Månadjuli 2010

Business Intelligence: Sometimes a problematic term

I often find myself in between the world of military language and the completely different language used in the information technology domain. Naturally it didn’t take long before I understood that term mapping or translation was the only way around it and that I often can act like a bridge in discussions. Understanding that when one side says one thing it needs to be translated or explained to make sense in the other domain.

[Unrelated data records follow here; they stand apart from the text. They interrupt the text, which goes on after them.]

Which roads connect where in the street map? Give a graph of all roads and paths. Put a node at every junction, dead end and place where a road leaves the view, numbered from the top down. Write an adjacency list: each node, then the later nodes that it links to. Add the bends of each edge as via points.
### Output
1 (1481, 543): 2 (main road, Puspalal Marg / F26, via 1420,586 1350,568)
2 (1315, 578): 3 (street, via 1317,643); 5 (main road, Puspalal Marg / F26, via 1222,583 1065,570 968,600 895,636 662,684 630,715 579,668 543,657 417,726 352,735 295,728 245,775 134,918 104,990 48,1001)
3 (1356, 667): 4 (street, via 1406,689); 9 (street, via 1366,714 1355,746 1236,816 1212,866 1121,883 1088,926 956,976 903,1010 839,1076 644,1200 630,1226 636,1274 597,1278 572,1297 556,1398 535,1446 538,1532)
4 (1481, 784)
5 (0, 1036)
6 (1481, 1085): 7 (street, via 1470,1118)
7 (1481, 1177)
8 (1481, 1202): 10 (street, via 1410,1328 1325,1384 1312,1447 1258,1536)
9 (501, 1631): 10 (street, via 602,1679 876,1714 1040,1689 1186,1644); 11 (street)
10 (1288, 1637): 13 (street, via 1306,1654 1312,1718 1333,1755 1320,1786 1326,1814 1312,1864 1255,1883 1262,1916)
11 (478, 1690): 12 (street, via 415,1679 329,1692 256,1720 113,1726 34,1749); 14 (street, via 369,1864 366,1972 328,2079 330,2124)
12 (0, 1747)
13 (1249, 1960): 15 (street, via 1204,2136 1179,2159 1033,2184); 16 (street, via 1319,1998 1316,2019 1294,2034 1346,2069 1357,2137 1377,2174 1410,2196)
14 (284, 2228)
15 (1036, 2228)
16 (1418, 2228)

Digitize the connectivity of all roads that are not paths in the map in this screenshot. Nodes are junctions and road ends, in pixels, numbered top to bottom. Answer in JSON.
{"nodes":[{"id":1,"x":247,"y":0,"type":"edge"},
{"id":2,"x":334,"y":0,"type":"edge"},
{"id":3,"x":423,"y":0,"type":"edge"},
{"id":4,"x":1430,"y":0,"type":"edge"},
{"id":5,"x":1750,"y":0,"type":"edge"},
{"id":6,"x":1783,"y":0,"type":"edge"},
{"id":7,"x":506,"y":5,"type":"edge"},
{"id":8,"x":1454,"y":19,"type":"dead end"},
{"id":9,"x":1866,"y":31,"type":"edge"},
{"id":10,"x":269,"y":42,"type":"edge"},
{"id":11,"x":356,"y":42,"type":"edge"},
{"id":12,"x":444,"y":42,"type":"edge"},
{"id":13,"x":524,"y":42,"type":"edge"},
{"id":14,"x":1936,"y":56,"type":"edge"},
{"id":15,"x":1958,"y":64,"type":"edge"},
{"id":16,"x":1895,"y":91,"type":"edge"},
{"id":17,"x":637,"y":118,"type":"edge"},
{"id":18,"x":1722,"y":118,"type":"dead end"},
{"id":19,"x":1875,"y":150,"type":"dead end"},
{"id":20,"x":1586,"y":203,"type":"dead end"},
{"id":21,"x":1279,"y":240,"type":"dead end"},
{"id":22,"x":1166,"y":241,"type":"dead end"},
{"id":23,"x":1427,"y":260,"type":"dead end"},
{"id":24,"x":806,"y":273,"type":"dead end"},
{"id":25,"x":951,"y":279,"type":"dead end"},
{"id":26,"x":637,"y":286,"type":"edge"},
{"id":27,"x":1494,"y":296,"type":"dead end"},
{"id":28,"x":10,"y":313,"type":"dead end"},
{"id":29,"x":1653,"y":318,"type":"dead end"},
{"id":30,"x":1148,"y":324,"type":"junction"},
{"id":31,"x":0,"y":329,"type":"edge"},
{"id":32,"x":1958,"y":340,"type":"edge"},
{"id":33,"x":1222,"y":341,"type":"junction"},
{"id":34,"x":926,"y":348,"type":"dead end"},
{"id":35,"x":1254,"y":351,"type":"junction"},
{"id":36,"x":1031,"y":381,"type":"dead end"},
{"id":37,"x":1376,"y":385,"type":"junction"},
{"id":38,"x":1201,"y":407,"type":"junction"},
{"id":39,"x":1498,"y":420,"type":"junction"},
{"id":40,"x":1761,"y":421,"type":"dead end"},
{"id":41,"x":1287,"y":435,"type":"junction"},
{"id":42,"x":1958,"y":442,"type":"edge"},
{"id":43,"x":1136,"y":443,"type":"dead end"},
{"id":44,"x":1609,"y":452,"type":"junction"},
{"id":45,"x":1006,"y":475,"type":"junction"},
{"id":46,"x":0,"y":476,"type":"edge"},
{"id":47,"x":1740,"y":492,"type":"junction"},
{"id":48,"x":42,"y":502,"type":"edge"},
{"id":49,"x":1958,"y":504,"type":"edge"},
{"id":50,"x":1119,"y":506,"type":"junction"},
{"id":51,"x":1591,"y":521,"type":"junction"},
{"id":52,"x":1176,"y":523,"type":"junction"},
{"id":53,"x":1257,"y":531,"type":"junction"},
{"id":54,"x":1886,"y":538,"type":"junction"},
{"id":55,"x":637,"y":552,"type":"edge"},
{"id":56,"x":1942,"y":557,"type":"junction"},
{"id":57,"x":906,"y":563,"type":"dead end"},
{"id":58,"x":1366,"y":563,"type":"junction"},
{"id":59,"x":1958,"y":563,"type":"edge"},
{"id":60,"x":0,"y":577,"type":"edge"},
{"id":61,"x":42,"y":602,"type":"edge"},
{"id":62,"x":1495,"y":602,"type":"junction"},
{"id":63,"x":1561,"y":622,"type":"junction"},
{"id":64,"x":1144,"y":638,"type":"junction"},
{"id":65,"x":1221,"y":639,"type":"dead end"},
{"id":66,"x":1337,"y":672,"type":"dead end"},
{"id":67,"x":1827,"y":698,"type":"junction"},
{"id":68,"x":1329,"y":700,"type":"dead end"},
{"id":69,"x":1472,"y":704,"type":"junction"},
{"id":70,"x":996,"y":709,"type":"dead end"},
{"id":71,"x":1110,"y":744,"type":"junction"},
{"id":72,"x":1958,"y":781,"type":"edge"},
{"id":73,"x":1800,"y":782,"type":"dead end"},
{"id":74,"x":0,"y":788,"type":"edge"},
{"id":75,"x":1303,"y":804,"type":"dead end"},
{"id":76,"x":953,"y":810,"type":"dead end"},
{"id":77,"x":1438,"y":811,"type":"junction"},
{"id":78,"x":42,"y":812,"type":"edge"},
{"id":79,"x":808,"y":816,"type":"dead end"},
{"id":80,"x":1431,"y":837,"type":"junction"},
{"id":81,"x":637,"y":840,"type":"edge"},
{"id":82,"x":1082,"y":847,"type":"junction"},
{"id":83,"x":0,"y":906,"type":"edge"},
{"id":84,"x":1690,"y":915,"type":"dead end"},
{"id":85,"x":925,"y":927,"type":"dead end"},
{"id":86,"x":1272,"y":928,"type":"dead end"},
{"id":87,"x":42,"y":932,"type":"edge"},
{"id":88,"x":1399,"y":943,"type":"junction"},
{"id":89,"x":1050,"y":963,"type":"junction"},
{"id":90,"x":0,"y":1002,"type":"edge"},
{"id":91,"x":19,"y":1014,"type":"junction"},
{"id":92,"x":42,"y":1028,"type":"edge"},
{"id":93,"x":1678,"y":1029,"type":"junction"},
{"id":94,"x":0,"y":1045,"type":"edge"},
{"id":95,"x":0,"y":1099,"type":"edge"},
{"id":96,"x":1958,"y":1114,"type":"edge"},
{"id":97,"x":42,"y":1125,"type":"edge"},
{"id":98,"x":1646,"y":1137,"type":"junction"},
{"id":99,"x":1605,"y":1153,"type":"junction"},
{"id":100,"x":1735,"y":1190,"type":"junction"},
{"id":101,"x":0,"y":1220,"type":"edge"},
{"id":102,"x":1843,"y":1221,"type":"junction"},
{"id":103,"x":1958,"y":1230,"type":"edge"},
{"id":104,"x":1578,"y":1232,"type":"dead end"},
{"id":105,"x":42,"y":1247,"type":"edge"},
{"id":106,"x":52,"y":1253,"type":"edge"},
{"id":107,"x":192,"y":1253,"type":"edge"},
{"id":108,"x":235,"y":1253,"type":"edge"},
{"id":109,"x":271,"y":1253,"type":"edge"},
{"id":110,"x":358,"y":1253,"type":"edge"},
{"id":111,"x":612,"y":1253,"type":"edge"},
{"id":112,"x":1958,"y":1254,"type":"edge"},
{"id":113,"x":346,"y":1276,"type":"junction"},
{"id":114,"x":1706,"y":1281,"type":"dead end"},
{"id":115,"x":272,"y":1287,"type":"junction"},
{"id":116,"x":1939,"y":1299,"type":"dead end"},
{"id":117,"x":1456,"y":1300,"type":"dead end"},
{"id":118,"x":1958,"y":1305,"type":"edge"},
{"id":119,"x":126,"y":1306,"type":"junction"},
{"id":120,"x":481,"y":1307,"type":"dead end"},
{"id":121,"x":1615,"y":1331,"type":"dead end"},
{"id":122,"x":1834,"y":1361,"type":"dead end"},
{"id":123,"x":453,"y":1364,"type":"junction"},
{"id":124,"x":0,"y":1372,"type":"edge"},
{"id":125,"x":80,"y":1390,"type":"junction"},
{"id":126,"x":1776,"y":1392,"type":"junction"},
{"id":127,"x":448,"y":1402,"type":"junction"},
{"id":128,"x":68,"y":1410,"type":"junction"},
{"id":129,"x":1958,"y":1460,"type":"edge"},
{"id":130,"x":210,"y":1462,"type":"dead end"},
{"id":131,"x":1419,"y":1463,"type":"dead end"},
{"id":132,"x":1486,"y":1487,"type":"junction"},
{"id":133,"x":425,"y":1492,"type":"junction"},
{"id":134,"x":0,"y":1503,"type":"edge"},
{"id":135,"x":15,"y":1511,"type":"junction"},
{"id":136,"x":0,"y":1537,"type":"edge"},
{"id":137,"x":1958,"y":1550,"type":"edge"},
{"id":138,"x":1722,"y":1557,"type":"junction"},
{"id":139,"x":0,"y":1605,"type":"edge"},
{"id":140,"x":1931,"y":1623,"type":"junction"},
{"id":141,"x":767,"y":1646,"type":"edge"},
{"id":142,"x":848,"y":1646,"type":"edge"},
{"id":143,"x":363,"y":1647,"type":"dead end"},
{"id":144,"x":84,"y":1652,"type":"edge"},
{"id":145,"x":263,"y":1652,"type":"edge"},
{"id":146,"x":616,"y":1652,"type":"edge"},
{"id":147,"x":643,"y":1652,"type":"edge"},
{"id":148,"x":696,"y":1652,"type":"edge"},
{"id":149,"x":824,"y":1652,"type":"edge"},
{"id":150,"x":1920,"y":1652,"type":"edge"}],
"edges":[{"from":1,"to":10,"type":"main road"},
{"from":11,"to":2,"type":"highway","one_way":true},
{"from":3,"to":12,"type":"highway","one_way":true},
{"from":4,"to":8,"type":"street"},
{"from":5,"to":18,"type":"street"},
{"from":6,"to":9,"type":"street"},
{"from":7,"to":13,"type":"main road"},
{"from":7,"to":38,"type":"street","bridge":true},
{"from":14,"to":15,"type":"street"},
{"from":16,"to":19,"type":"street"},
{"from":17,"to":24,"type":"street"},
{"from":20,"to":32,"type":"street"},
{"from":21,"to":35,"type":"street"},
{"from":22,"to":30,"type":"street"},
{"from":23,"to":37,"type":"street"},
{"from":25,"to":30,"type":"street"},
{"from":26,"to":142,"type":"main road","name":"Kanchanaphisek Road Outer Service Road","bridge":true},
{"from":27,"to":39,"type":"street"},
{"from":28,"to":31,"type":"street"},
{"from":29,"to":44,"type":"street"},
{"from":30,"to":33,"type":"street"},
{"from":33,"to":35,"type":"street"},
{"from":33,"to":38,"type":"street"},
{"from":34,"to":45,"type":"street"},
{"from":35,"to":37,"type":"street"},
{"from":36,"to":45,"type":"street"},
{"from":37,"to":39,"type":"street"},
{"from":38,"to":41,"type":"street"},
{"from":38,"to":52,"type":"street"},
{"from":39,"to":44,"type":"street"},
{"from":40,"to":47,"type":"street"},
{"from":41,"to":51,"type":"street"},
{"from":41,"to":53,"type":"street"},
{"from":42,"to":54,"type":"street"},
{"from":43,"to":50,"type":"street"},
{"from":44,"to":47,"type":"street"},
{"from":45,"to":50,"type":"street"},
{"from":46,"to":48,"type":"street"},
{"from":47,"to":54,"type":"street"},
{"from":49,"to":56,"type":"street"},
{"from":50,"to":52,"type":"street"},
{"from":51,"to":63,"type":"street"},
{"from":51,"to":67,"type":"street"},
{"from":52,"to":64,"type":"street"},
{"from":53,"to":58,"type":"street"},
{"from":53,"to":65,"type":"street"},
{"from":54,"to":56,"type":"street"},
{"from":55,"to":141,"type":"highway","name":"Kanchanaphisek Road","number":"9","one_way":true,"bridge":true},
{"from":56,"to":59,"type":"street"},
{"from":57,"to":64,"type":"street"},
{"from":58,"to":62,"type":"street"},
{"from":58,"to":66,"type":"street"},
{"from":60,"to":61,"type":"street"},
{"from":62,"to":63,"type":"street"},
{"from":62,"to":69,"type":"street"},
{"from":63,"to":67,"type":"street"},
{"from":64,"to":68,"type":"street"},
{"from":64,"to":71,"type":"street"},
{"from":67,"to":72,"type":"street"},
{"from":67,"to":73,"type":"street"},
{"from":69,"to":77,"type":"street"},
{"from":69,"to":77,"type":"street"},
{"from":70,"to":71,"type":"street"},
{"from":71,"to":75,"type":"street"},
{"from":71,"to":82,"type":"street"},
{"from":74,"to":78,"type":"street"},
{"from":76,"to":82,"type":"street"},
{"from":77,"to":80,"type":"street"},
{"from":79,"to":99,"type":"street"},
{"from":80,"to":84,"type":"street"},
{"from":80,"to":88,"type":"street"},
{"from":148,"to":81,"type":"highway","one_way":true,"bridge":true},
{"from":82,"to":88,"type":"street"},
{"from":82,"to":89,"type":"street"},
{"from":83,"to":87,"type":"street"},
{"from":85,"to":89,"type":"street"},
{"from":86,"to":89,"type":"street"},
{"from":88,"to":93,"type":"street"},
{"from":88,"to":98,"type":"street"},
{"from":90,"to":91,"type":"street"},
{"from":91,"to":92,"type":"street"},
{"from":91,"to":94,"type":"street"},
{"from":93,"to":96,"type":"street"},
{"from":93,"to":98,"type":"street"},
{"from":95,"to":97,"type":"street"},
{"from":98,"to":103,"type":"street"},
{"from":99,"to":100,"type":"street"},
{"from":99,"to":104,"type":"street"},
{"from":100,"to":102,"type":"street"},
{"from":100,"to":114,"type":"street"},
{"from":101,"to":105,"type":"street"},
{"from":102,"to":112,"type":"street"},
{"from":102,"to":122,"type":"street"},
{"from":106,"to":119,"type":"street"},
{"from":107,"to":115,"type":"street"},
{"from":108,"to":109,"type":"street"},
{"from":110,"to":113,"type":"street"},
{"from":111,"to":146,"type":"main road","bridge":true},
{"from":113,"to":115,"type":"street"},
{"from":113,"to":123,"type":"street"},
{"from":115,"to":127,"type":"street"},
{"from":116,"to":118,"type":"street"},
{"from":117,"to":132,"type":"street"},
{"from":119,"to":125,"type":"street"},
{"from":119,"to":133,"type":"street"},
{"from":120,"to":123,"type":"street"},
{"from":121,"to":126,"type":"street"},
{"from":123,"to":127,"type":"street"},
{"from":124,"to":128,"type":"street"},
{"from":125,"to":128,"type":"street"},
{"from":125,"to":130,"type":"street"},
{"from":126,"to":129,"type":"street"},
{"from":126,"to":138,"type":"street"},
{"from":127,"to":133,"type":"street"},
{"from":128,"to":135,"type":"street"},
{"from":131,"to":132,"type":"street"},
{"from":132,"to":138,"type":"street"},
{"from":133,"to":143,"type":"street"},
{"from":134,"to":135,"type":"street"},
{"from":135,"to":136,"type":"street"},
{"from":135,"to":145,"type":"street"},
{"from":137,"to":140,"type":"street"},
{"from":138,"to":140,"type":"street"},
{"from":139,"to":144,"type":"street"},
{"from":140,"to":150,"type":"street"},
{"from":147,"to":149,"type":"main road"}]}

Being an intelligence officer the term Business Intelligence is of course extremely problematic. The CIA has a good article that dives into the importance of defining intelligence but also some of the problems. In short I think the definition used in the Department of Defense (DoD) Dictionary of Miltary and Associated Terms can illustrate the core components:

The product resulting from the collection, processing, integration, evaluation, analysis, and interpretation of available information concerning foreign nations, hostile or potentially hostile forces or elements, or areas of actual or potential operations. The term is also applied to the activity which results in the product and to the organizations engaged in such activity (p.234).

The important thing is that in order to be intelligence (in my area of work) it both has to gone through some sort of processing and analysis AND only cover things foreign – that is information of a certain category.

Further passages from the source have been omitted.